Supplied material:
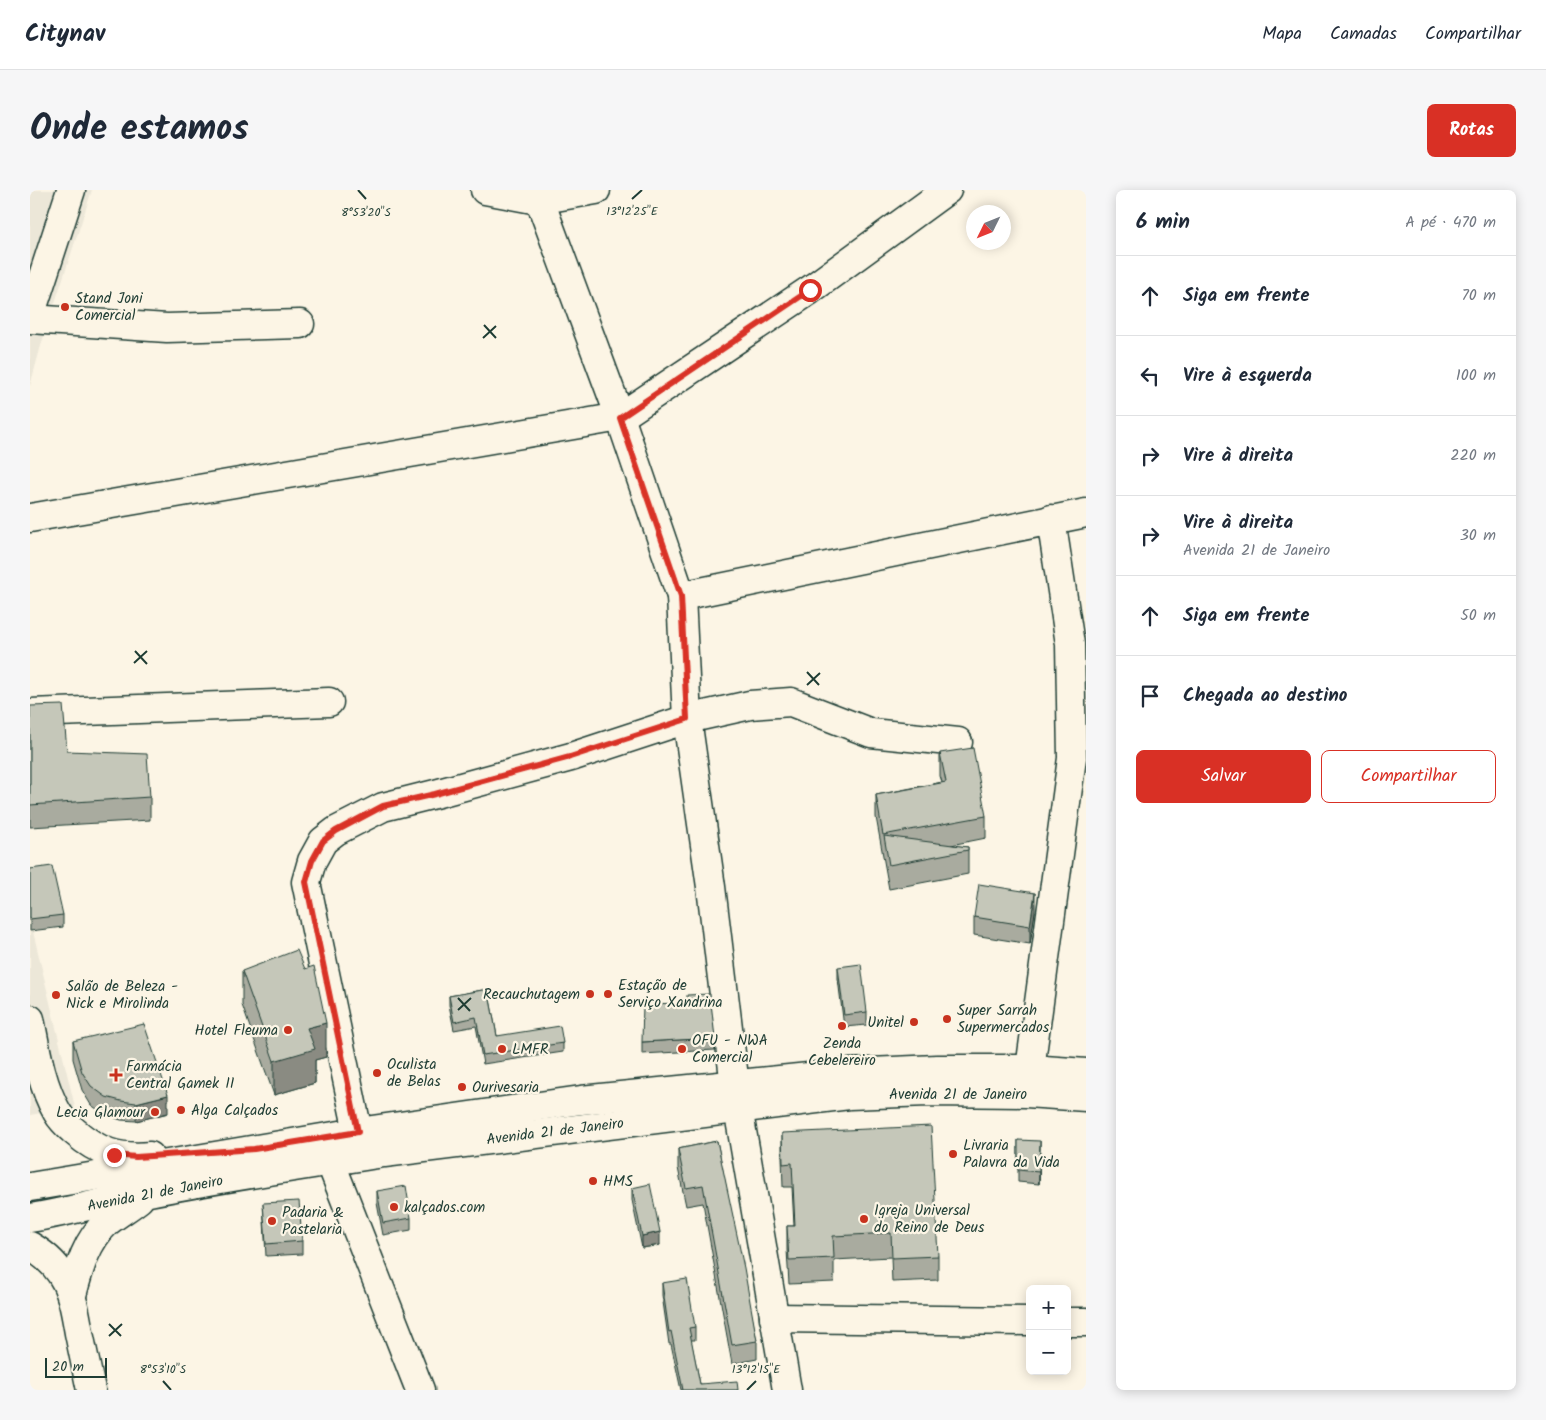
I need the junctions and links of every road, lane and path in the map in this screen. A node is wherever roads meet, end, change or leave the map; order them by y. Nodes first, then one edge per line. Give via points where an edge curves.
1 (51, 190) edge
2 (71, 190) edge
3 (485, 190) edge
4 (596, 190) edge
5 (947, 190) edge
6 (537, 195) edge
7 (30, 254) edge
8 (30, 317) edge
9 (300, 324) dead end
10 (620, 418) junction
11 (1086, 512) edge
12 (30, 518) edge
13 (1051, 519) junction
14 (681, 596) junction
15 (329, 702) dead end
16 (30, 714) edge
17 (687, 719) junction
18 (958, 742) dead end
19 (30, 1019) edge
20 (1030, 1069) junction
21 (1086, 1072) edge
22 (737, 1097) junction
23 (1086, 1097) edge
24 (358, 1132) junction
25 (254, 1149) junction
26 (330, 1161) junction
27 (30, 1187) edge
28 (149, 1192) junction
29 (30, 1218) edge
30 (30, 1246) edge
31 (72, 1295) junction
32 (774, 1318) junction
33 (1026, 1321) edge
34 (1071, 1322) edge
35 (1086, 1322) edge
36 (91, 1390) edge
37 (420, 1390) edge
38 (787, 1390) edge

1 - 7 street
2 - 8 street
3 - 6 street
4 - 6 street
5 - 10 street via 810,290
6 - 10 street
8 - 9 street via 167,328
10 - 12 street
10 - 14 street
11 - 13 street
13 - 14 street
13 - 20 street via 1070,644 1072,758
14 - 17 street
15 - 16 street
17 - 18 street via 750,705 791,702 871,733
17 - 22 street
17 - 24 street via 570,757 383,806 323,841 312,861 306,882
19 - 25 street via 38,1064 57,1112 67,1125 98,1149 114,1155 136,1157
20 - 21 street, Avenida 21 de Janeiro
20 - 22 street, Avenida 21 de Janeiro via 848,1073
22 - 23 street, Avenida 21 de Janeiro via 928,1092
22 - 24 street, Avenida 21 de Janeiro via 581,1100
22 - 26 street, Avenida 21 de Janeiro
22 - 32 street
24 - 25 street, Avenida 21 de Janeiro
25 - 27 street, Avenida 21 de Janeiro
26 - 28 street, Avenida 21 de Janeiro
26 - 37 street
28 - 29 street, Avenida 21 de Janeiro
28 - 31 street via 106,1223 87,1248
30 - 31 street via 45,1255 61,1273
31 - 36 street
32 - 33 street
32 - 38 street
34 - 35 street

What you will do: Repeat the material above verbatim. Leave the pictures behind.

Written response:
I need the junctions and links of every road, lane and path in the map in this screen. A node is wherever roads meet, end, change or leave the map; order them by y. Nodes first, then one edge per line. Give via points where an edge curves.
1 (51, 190) edge
2 (71, 190) edge
3 (485, 190) edge
4 (596, 190) edge
5 (947, 190) edge
6 (537, 195) edge
7 (30, 254) edge
8 (30, 317) edge
9 (300, 324) dead end
10 (620, 418) junction
11 (1086, 512) edge
12 (30, 518) edge
13 (1051, 519) junction
14 (681, 596) junction
15 (329, 702) dead end
16 (30, 714) edge
17 (687, 719) junction
18 (958, 742) dead end
19 (30, 1019) edge
20 (1030, 1069) junction
21 (1086, 1072) edge
22 (737, 1097) junction
23 (1086, 1097) edge
24 (358, 1132) junction
25 (254, 1149) junction
26 (330, 1161) junction
27 (30, 1187) edge
28 (149, 1192) junction
29 (30, 1218) edge
30 (30, 1246) edge
31 (72, 1295) junction
32 (774, 1318) junction
33 (1026, 1321) edge
34 (1071, 1322) edge
35 (1086, 1322) edge
36 (91, 1390) edge
37 (420, 1390) edge
38 (787, 1390) edge

1 - 7 street
2 - 8 street
3 - 6 street
4 - 6 street
5 - 10 street via 810,290
6 - 10 street
8 - 9 street via 167,328
10 - 12 street
10 - 14 street
11 - 13 street
13 - 14 street
13 - 20 street via 1070,644 1072,758
14 - 17 street
15 - 16 street
17 - 18 street via 750,705 791,702 871,733
17 - 22 street
17 - 24 street via 570,757 383,806 323,841 312,861 306,882
19 - 25 street via 38,1064 57,1112 67,1125 98,1149 114,1155 136,1157
20 - 21 street, Avenida 21 de Janeiro
20 - 22 street, Avenida 21 de Janeiro via 848,1073
22 - 23 street, Avenida 21 de Janeiro via 928,1092
22 - 24 street, Avenida 21 de Janeiro via 581,1100
22 - 26 street, Avenida 21 de Janeiro
22 - 32 street
24 - 25 street, Avenida 21 de Janeiro
25 - 27 street, Avenida 21 de Janeiro
26 - 28 street, Avenida 21 de Janeiro
26 - 37 street
28 - 29 street, Avenida 21 de Janeiro
28 - 31 street via 106,1223 87,1248
30 - 31 street via 45,1255 61,1273
31 - 36 street
32 - 33 street
32 - 38 street
34 - 35 street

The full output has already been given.